The American Meat Institute's president asked Congress why the USDA is sending a mixed message with the record recall of Downergate meat, even as the Fed says it poses only the remotest health risk. Oh, and that Hallmark/Westland's bad behavior was a "very plant-specific anomaly" (Meatpoultry.com). The USDA promised Congress it would try harder to catch those one or two bad apples, such as by making inspectors' review of animal welfare more random (New York Times). Ignoring the very deep PR doo-doo his agency is in, AgSec Ed Schafer said that he would not endorse an outright ban on downer cows entering the food supply or support stiffer penalties for regulatory violations (Washington Post).
The Humane Society is suing the USDA for creating this “loophole” for potentially sick cows. The smoking hoof comes near the end of the story: a 2006 audit by the agency’s inspector general found that during a nine-month examination of 12 slaughterhouses, 29 cows unable to walk were slaughtered. Twenty of those "exhibited no evidence of an injury that would explain why they could not walk, raising the possibility of a more serious illness" (NYT).

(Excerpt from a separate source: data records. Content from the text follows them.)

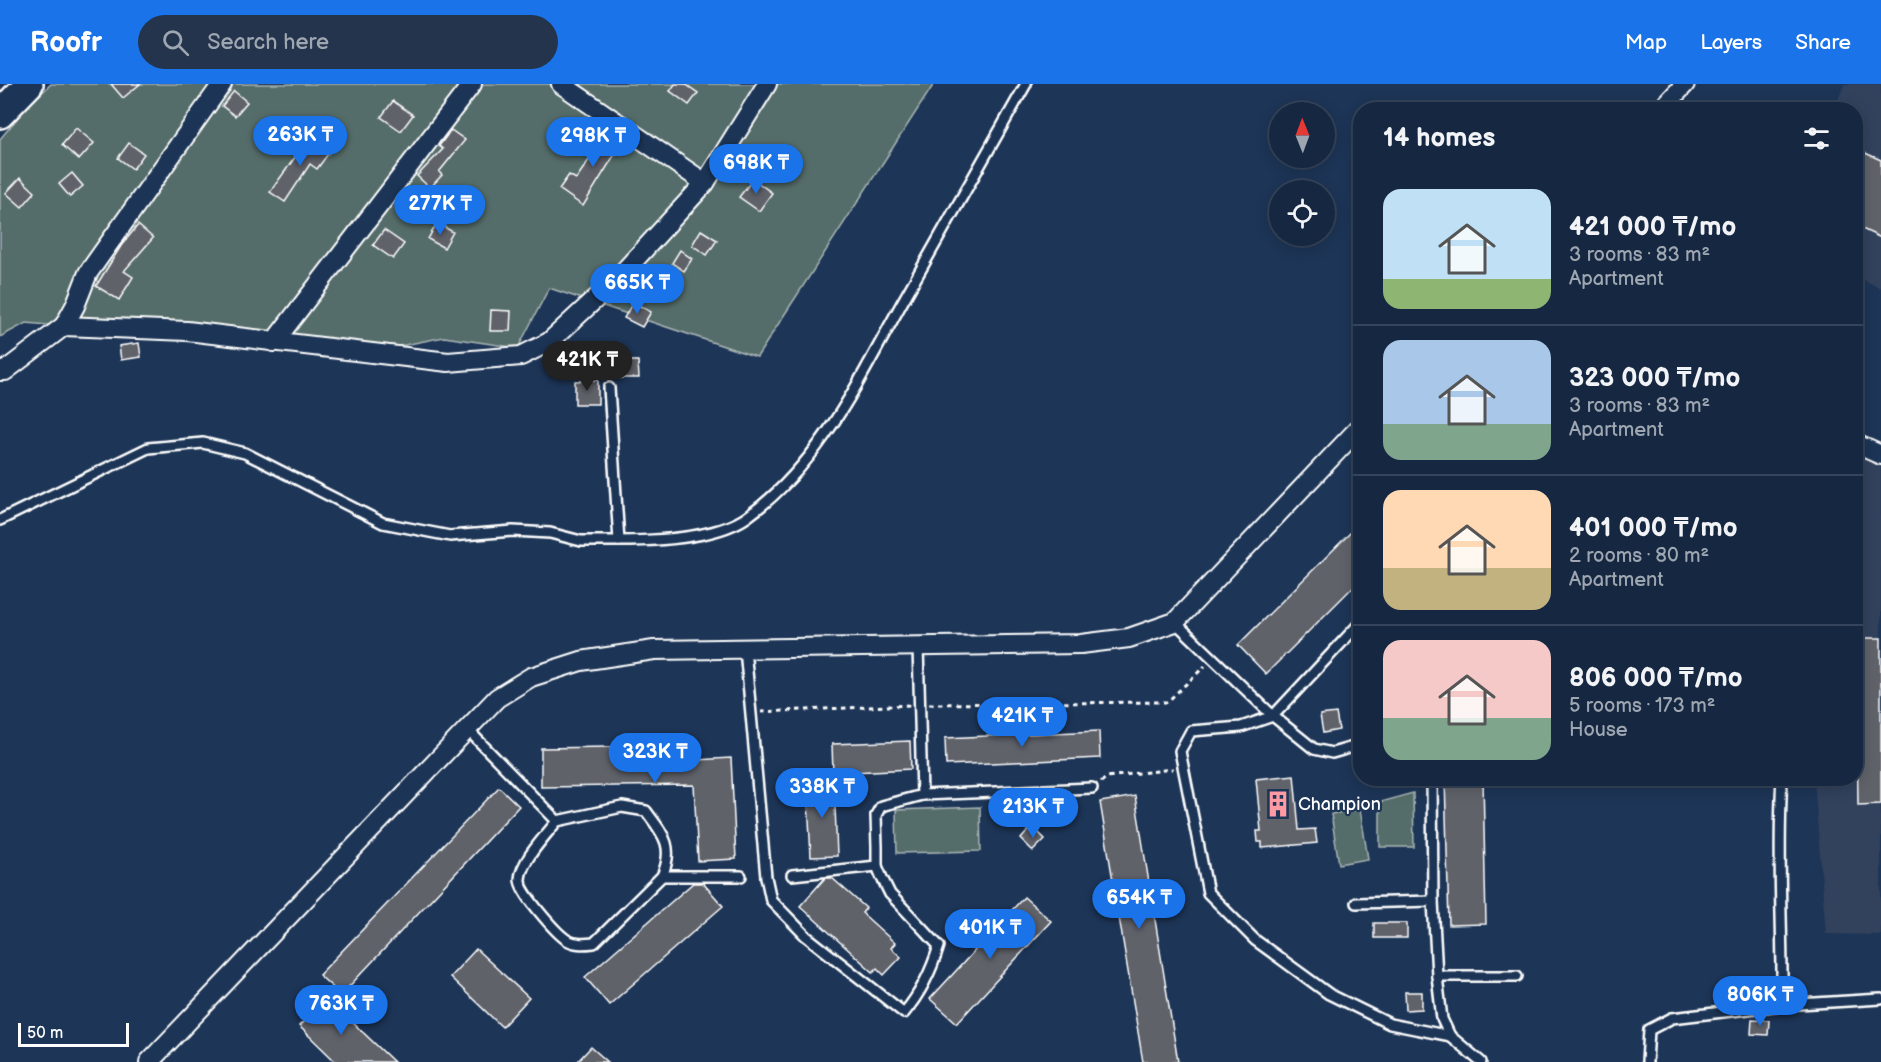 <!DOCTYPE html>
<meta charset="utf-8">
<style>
body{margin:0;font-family:"Balsamiq Sans",sans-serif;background:#23344c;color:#f1f3f6;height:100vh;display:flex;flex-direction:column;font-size:22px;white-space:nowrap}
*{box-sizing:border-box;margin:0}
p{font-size:20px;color:#9ea6b1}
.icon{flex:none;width:33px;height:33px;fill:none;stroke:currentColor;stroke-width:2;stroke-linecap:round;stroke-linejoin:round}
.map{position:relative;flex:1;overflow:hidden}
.drawer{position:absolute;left:1353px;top:18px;width:510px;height:684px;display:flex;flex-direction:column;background:#162841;border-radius:24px;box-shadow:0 3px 15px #0003,0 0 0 2px #35445a}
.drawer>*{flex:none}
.needle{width:39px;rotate:359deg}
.controls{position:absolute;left:1269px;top:18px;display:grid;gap:12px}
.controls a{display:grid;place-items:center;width:66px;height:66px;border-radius:50%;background:#162841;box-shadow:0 3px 15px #0003,0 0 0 2px #35445a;font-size:30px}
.scale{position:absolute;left:18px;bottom:15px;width:111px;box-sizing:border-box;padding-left:6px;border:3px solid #fff;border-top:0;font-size:16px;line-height:21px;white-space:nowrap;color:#fff;-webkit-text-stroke:4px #1d3557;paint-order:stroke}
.price{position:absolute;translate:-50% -51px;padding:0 14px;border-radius:21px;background:#1a73e8;color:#fff;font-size:20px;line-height:39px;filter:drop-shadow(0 2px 3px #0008)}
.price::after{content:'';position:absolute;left:50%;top:36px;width:18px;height:14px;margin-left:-9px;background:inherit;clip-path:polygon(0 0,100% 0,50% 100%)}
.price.on{background:#222;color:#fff}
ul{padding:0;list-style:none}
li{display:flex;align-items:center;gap:18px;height:150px;padding:0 30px}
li+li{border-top:2px solid #35445a}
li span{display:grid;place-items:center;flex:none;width:168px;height:120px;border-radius:18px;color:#555}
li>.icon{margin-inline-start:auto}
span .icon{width:72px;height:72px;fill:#fffc;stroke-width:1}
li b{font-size:26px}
h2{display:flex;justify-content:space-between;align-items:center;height:72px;padding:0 30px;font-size:26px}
header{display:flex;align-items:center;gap:36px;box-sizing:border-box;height:84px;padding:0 30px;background:#1a73e8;color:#fff}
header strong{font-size:28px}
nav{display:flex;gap:33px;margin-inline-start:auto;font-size:21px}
.search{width:420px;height:54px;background:#23344c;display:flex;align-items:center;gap:15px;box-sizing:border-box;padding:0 21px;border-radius:33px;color:#9ea6b1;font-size:22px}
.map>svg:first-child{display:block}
</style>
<header>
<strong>Roofr</strong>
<div class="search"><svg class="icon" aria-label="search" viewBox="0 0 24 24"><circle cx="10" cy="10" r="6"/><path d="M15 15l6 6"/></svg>Search here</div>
<nav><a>Map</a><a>Layers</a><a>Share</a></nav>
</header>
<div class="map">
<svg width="1881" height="978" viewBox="0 0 1881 978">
<rect width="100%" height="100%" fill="#1d3557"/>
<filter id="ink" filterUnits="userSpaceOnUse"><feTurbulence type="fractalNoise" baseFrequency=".0167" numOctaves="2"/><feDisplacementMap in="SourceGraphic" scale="12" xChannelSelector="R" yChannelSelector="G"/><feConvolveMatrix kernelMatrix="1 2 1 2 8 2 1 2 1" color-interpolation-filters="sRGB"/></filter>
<g filter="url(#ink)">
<g fill="#31425d">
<polygon points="1845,0 1881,0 1881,204 1856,193 1856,26 1833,26"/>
<polygon points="1856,365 1881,377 1881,851 1826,850 1814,695 1856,694"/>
</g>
<g fill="#546d6b" stroke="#aab6b5" stroke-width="1.5">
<polygon points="51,0 934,0 757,273 549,204 518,264 444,253 365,269 26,239 0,253 0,55 25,25"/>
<polygon points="1413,709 1414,763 1380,763 1380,718"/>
<polygon points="980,723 981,767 897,769 896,726"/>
<polygon points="1360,725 1368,775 1339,780 1331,730"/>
</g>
<g fill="#60626a" stroke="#fff" stroke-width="1.5">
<polygon points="111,0 140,0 123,14"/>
<polygon points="675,0 685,0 698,9 689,21 670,7"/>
<polygon points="234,7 247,18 235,32 222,22"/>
<polygon points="393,17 413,31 401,47 381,33"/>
<polygon points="603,43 623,57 583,122 559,105 569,91 576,95 600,60 596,58"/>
<polygon points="76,44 94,59 79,76 62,61"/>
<polygon points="451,46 465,56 439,88 442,91 430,104 417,92 443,65 439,62"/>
<polygon points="311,51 331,66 317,85 310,80 285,118 270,108"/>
<polygon points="129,59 144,70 133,85 118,74"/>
<polygon points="1863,68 1881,76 1881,154 1856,142 1856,86"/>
<polygon points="72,89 83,102 70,113 59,100"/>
<polygon points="20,94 35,108 22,123 6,109"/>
<polygon points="753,95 772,109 759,127 739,113"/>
<polygon points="437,139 453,148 444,164 428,155"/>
<polygon points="138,141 153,154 124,187 133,193 119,216 96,202 121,162"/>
<polygon points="384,146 404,160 393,175 373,161"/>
<polygon points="701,146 717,156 707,171 692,161"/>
<polygon points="680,166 692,175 684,187 672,179"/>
<polygon points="633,218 651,228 642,243 624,234"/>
<polygon points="491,226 511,227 510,247 490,247"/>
<polygon points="139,259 141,273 121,276 119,262"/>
<polygon points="614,277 638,277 639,294 615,294"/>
<polygon points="598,296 598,320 575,320 575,297"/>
<polygon points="1360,439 1360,496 1266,590 1238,561"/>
<polygon points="1856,554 1881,554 1881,720 1858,721"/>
<polygon points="1336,629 1339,646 1323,649 1320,631"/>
<polygon points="1099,647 1100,674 946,681 945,654"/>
<polygon points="910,657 911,685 833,689 832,660"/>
<polygon points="678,662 678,677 731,674 736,775 698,777 694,701 541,703 541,664"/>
<polygon points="1294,691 1299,746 1315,745 1317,759 1262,764 1262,758 1258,758 1257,747 1261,747 1256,695"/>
<polygon points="1445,694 1483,694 1486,840 1449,841"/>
<polygon points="834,697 837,772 811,773 807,698"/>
<polygon points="499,703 519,722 341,911 319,891"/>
<polygon points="1135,712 1178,978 1143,978 1100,718"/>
<polygon points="1032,742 1045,755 1033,767 1021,755"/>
<polygon points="825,794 832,794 866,824 862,829 895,859 891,864 901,873 884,891 877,884 873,888 800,822"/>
<polygon points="693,799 703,799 723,822 609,921 585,893"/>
<polygon points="1024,813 1051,837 957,939 930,915"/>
<rect x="1374" y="839" width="33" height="15"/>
<polygon points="476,865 529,914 502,943 450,893"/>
<polygon points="1405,908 1422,908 1422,925 1406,926"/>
<polygon points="327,914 394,978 336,978 299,942"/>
<polygon points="1752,935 1769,936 1768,951 1751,950"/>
<polygon points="591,963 608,978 577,978"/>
</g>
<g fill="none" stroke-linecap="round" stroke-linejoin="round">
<g stroke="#fff" stroke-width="14">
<g id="service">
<path d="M609,304L619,457C656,457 717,454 747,433C821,380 860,294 903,217C944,145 985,72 1026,0"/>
<polyline points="0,436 148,364 203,359 245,369 383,439 450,452 513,447 550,449 581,457 619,457"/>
<polyline points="1175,538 1273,632 1360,539"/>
<path d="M745,565L766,793L771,816L806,852L904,929C920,910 932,885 939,862L890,810L882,794L877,782V763L876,731L881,722L922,711L918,562"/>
<path d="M467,645L557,737C546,751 521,777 520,795C519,807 556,849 567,856C576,861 585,860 594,859L662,792C675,762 663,750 646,727L622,723L557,737"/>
<polyline points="1360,661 1332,669 1314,665 1273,632 1241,643 1191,647 1180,667 1208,809 1255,856 1329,910 1390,940 1450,952 1481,978"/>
<polyline points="1432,694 1433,817 1437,892 1442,935 1450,952"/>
<polyline points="922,711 1092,704"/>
<polyline points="792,791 877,782"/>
<polyline points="662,792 741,792"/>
<polyline points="1356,819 1433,817"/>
<polyline points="1437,892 1517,892"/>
<polyline points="1782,921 1881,915"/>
<path d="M1647,978L1649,946L1672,934L1782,921C1783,846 1777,770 1782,694"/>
</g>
</g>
<g stroke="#fff" stroke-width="22">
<g id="minor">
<polyline points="561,0 705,99"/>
<polyline points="1661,26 1685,0"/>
<polyline points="64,242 75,222 88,189 222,0"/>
<polyline points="274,258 472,0"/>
<polyline points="0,287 5,287 64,242 187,247 448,278 521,272 549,258 617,195 705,99 767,0"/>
<polyline points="1856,360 1881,371"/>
<polyline points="149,978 497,614 531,593 581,577 654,566 1081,560 1129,554 1175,538 1360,343"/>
</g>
</g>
<g stroke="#fff" stroke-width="32">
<polyline id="primary" points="0,30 29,0"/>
</g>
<g stroke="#fff" stroke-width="3" stroke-dasharray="4.5 4.5" stroke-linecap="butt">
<polyline points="929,620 1167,618 1205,582"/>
<polyline points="761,628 910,621"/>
<polyline points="1101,698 1107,693 1173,685"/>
</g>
<use href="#service" stroke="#1d3557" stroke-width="9"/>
<use href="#minor" stroke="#1d3557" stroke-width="18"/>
<use href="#primary" stroke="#1d3557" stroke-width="27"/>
</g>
</g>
<defs>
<g id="building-bare" transform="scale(2.07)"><path d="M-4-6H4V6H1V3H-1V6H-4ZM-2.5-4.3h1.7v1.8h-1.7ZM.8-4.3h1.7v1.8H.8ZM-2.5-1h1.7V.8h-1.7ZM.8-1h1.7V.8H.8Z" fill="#ff9aa2" stroke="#1d3557" stroke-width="2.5" paint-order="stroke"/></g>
</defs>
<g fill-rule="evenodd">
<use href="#building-bare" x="1278" y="720"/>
</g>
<g text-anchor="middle" stroke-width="4.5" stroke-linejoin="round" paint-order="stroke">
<g font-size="18" fill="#fff" stroke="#1d3557" text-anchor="start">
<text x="1298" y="726">Champion</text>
</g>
</g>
</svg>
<div class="controls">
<a><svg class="needle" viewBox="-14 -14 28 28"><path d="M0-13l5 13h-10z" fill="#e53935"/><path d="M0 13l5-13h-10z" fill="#9ea6b1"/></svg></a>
<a><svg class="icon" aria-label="locate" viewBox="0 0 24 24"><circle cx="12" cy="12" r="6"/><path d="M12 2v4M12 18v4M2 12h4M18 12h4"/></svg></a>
</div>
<div class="scale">50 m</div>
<b class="price" style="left:300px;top:83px">263K ₸</b>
<b class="price" style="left:593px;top:84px">298K ₸</b>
<b class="price" style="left:756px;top:111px">698K ₸</b>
<b class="price" style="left:440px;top:152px">277K ₸</b>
<b class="price" style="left:637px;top:231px">665K ₸</b>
<b class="price on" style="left:587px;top:308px">421K ₸</b>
<b class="price" style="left:1022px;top:664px">421K ₸</b>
<b class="price" style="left:655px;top:700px">323K ₸</b>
<b class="price" style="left:822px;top:735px">338K ₸</b>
<b class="price" style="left:1033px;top:755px">213K ₸</b>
<b class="price" style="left:1139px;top:846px">654K ₸</b>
<b class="price" style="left:990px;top:876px">401K ₸</b>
<b class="price" style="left:1760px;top:943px">806K ₸</b>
<b class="price" style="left:341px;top:952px">763K ₸</b>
<section class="drawer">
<h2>14 homes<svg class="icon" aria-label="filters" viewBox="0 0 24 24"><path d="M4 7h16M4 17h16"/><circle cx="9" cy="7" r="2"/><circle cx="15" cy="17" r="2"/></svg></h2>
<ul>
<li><span style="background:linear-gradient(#bfe0f5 75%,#8fb573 0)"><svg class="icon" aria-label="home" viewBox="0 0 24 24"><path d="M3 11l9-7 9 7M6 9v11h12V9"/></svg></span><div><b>421 000 ₸/mo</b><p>3 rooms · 83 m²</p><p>Apartment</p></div></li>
<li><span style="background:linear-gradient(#a9c7e8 70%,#7fa58c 0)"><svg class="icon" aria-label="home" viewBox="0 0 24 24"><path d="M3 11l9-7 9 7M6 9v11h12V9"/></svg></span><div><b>323 000 ₸/mo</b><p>3 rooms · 83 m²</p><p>Apartment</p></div></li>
<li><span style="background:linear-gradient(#ffd9b3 65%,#c2b280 0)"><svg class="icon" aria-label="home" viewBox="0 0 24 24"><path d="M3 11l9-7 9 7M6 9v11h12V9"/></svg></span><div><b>401 000 ₸/mo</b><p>2 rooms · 80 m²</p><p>Apartment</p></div></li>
<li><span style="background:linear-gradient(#f6c9c9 65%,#7fa58c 0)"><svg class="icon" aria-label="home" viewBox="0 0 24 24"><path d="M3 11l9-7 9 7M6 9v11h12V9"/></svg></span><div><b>806 000 ₸/mo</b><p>5 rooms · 173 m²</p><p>House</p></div></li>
</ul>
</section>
</div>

At least two USDA inspectors from the disgraced plant have been placed on paid leave of absence (WSJ). Meanwhile, the lawyer representing the slaughterhouse worker shown in the video says his client was just doing what management told him (WSJ). General Mills and Nestle have initiated recalls of Downergate-tainted processed-food products (Meatpoulty.com). California has posted a partial list of Downergate meat distributors.